How AI agents read your docs

AI agents read your docs in a mechanical four-step loop: they crawl your pages, parse the response, structure the content for retrieval, and cite the source when answering a user's question. Every step has a way to fail. Most documentation sites fail at more than one of them.

The four-step loop

The loop is sequential. An agent that cannot crawl a page cannot parse it. An agent that cannot parse it cannot structure it. An agent that has not structured it cannot cite it. Hard caps in Obaron's rubric reflect this — blocking AI bots at Step 1 caps a site's entire AI Readiness Score regardless of how good the rest of its structure would have been, because the rest of the loop never runs.

The four steps:

  1. Crawl. The agent's named user-agent bot fetches the URL over HTTP. It honors robots.txt, follows redirects, respects rate limits, and parses the response status.
  2. Parse. The agent extracts the structured signals from the HTML response — schema markup, semantic HTML elements, agent-metadata files, code-block semantics, meta tags. The structured signals are what make the page legible as a type of content rather than just text.
  3. Structure. The agent indexes the parsed content into its retrieval system. The site's organization — its sitemap, its breadcrumbs, its llms.txt, its internal linking — informs how the agent associates this page with related queries.
  4. Cite. When a user asks the agent a question, the agent matches the query against indexed content, extracts a snippet, and emits a citation linking to the source. The citation is the loop's payoff.

AI Readiness measures how well AI systems can understand, retrieve, cite, and act on your content (see /docs/ai-readiness for the term introduction). The four steps above are the mechanical loop the rubric measures. Each step maps to one or more categories in Obaron's eight-category rubric. The mapping:

  • Step 1 (Crawl) is measured by AI Crawlability & Access.
  • Step 2 (Parse) is measured by Structured Data and the page-level half of Documentation Patterns (TechArticle / APIReference / HowTo schema, code-block markup).
  • Step 3 (Structure) is measured by Site Architecture / Navigation and the site-level half of Documentation Patterns (the agent-metadata trio: llms.txt, agents.md, .well-known/mcp.json).
  • Step 4 (Cite) is measured by AEO Readiness and Title & Identity.
  • Cross-cutting: SSR & AI Rendering and Content Structure run across Steps 2 and 3 — both steps depend on the response containing semantic structure in raw HTML.

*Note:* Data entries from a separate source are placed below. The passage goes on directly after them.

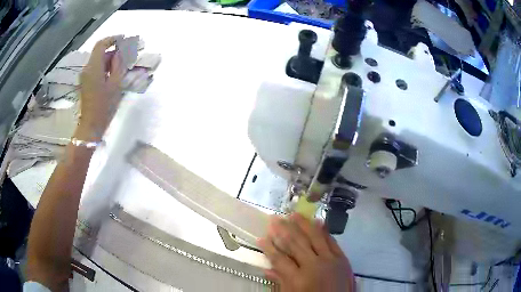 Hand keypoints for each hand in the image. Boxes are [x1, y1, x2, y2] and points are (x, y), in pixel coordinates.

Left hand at [77, 36, 124, 140]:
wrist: (91, 126)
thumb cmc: (104, 106)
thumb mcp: (115, 84)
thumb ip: (118, 65)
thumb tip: (121, 52)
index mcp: (93, 67)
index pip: (101, 44)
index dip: (112, 39)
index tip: (124, 39)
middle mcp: (87, 69)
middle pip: (100, 53)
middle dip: (114, 51)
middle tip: (128, 54)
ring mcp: (85, 76)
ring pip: (99, 61)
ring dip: (110, 60)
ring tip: (123, 65)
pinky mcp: (86, 83)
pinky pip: (96, 69)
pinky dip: (106, 68)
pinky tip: (114, 74)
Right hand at [258, 213, 354, 291]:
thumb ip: (280, 282)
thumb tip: (266, 269)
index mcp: (298, 279)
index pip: (279, 259)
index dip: (269, 248)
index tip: (260, 237)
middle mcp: (314, 266)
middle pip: (295, 244)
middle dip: (283, 230)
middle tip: (274, 218)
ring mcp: (330, 260)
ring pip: (314, 237)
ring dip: (302, 224)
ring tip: (292, 214)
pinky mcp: (342, 257)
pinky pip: (331, 240)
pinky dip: (324, 230)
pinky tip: (317, 221) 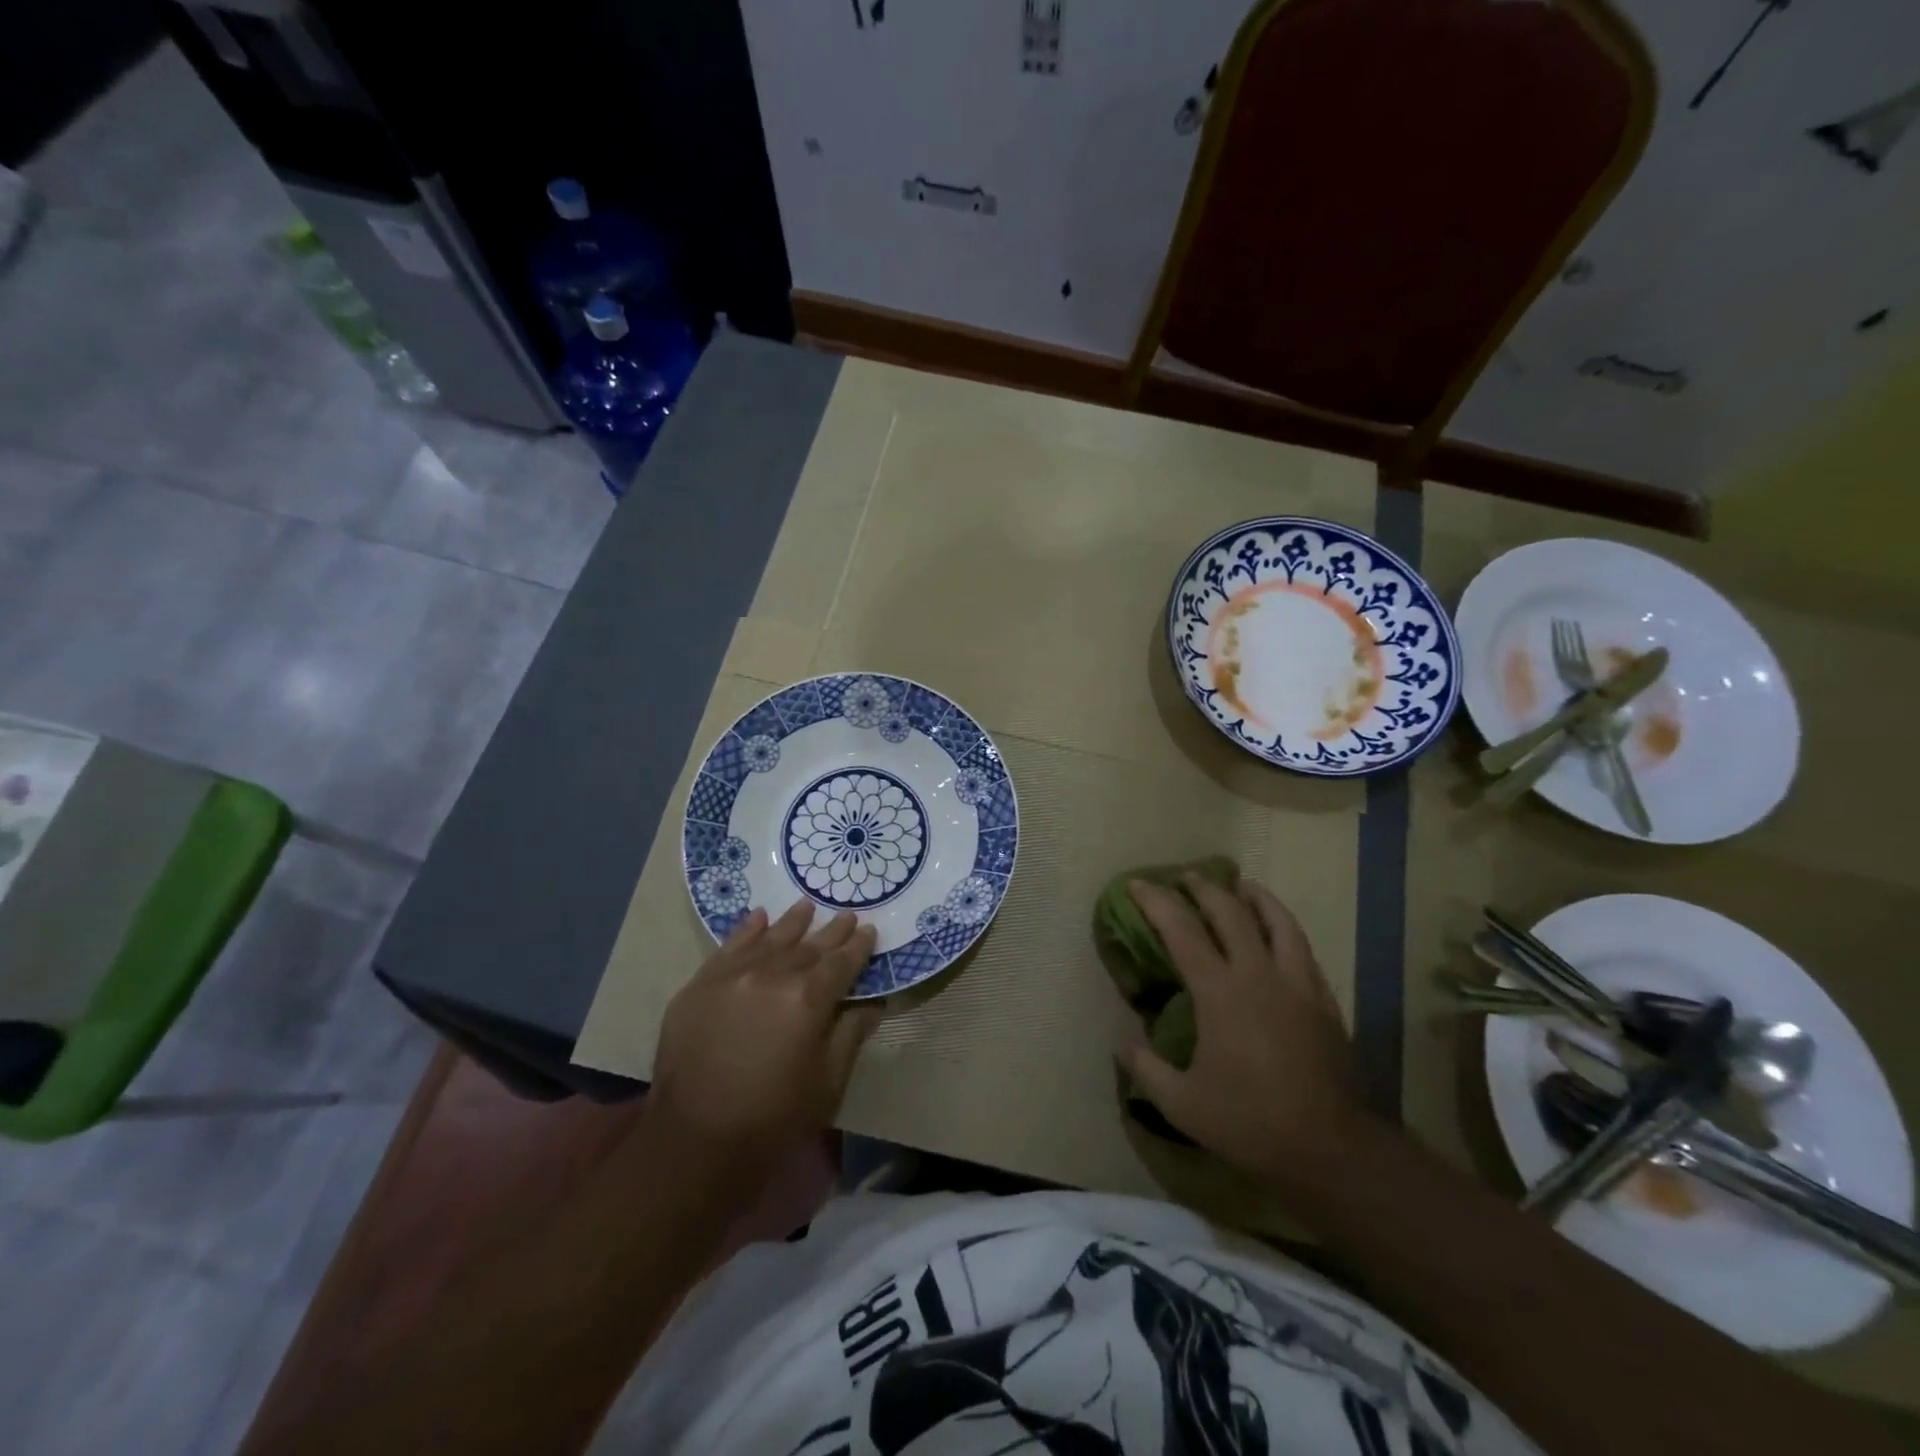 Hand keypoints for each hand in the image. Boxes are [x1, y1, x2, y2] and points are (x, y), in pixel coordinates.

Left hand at [649, 901, 879, 1195]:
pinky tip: (758, 917)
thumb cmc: (774, 1118)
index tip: (870, 931)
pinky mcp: (699, 986)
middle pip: (808, 947)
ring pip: (770, 940)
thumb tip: (873, 1004)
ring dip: (792, 923)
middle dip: (831, 932)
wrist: (695, 1141)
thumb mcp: (828, 1083)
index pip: (841, 963)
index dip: (858, 947)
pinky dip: (746, 931)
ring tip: (806, 906)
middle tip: (847, 915)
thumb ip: (851, 1035)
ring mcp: (732, 977)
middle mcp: (771, 976)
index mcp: (808, 999)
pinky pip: (728, 948)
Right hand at [1117, 876, 1373, 1182]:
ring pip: (1278, 922)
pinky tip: (1279, 936)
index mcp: (1220, 992)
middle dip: (1204, 888)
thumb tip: (1121, 1040)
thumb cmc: (1249, 1121)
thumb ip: (1145, 1068)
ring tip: (1242, 886)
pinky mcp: (1324, 1001)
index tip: (1138, 885)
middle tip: (1186, 876)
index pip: (1182, 931)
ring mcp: (1297, 984)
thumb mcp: (1181, 1103)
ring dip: (1256, 897)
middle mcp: (1259, 975)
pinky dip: (1284, 929)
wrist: (1330, 1148)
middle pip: (1231, 913)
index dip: (1156, 902)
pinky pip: (1303, 949) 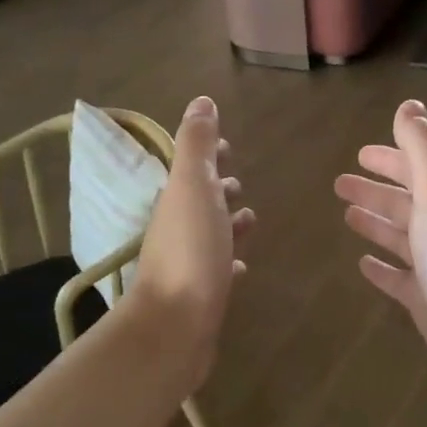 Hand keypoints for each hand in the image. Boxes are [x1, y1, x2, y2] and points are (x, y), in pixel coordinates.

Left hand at [129, 96, 253, 390]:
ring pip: (210, 235)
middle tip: (241, 183)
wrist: (175, 325)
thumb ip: (197, 145)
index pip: (193, 169)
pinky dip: (230, 262)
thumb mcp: (194, 187)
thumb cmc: (190, 251)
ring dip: (227, 223)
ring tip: (251, 218)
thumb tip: (201, 101)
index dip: (209, 156)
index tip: (228, 147)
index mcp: (177, 200)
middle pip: (201, 201)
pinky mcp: (202, 296)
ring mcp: (189, 264)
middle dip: (220, 188)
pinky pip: (219, 271)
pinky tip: (243, 266)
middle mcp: (178, 230)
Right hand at [335, 100, 426, 401]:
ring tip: (348, 216)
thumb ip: (423, 149)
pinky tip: (363, 265)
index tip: (360, 153)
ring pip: (403, 239)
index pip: (417, 170)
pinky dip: (383, 268)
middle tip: (340, 184)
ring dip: (377, 224)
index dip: (390, 160)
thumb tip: (410, 104)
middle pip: (407, 204)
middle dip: (376, 191)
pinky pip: (401, 279) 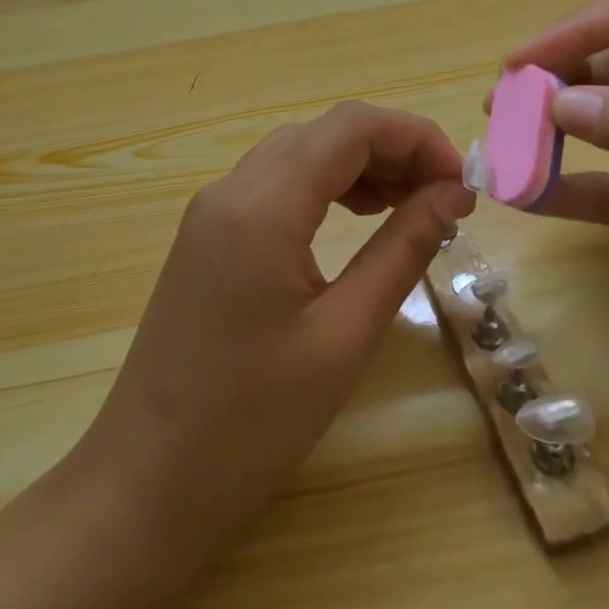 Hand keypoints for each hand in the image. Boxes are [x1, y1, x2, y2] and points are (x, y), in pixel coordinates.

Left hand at [80, 102, 475, 554]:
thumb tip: (451, 194)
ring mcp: (212, 209)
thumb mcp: (343, 336)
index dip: (414, 135)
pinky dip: (324, 186)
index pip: (349, 127)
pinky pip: (274, 183)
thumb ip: (401, 251)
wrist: (147, 481)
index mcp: (262, 205)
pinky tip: (356, 218)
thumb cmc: (251, 422)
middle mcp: (231, 189)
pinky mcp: (207, 234)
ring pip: (298, 153)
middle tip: (443, 198)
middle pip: (323, 133)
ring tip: (409, 206)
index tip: (461, 178)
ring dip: (359, 165)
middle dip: (391, 150)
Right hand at [505, 0, 608, 378]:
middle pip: (601, 73)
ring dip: (547, 136)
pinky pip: (604, 194)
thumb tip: (559, 102)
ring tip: (500, 147)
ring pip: (594, 133)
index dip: (572, 32)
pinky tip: (526, 197)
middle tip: (501, 108)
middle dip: (548, 83)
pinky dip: (563, 192)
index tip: (521, 63) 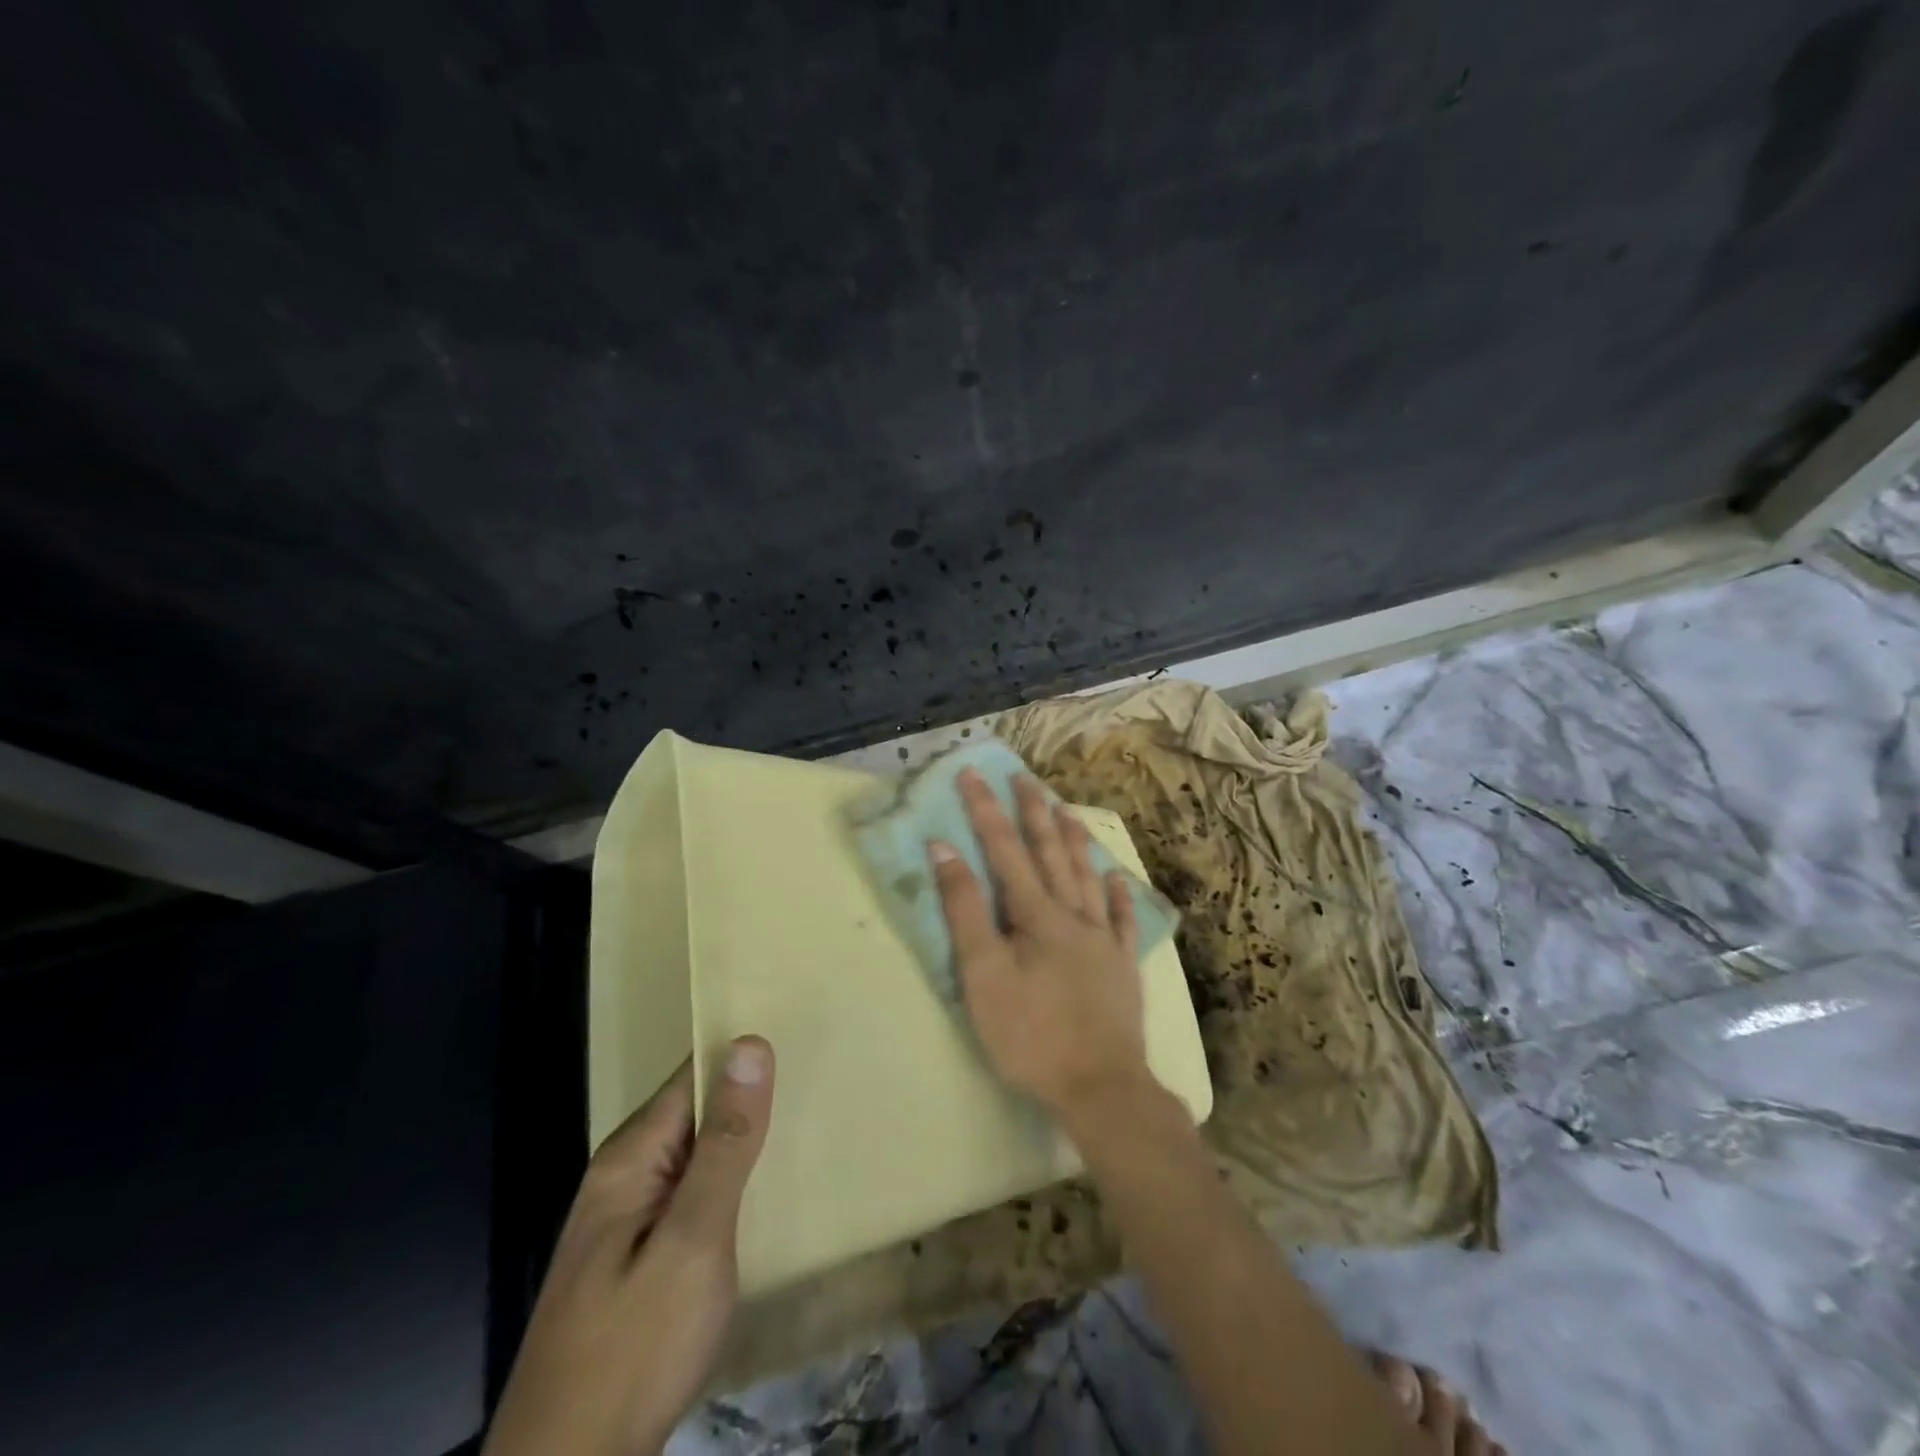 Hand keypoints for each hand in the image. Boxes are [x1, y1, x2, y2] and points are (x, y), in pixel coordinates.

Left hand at [482, 1038, 774, 1455]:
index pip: (696, 1073)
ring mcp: (627, 1215)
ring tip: (805, 1122)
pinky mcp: (638, 1254)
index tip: (802, 1035)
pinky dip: (728, 1179)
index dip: (744, 1053)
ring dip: (742, 1139)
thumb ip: (726, 1143)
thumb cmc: (635, 1347)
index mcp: (632, 1156)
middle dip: (749, 1095)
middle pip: (696, 1109)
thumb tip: (750, 1044)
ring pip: (696, 1152)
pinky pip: (690, 1190)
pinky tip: (761, 1190)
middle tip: (818, 1079)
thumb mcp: (694, 1239)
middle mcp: (624, 1173)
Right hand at [928, 770, 1149, 1116]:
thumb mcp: (983, 974)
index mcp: (1036, 914)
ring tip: (1066, 811)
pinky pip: (1123, 920)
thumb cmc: (1031, 1033)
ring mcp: (1103, 940)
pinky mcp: (1123, 967)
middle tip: (1024, 778)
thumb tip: (945, 849)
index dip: (986, 810)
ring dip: (1074, 841)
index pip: (1005, 850)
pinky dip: (1118, 895)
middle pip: (1050, 853)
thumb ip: (965, 910)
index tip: (973, 774)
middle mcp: (1073, 915)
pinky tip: (1115, 877)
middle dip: (1034, 812)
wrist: (1100, 1087)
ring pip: (1087, 877)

Documentation Patterns appears at two steps because it bundles two distinct signal sets — page-level schema (Step 2) and site-level metadata files (Step 3). The category is one rubric entry; the underlying signals split across steps in the loop.

Step 1 — Crawl

Step 1 is the gate. An agent that can't reach your page can't read it. The agent's bot identifies itself with a named user-agent — typically one of GPTBot, ClaudeBot, CCBot, OAI-SearchBot, or Googlebot — and makes an HTTP request. Before requesting the page, the bot fetches /robots.txt and checks whether its user-agent is allowed.

The standard failure modes at this step:

  • robots.txt denies the AI bot's user-agent. This is the single most expensive mistake a documentation site can make against AI Readiness. Often unintentional — the wildcard rule Disallow: / from a maintenance-mode period leaks into production, or a security review adds an explicit User-agent: GPTBot / Disallow: / block that nobody revisits.
  • HTTPS misconfiguration or expired certificate. The agent's bot fails the TLS handshake and treats the site as unreachable.
  • Aggressive rate-limiting. The agent makes a polite request; the site returns 429 Too Many Requests; the agent backs off and may not retry within its discovery window.
  • noindex headers or meta tags. The agent honors these as do not surface in answers — even if the content is otherwise excellent.
  • Geographic blocking. Some bot infrastructure runs in cloud regions that the site's WAF rules exclude.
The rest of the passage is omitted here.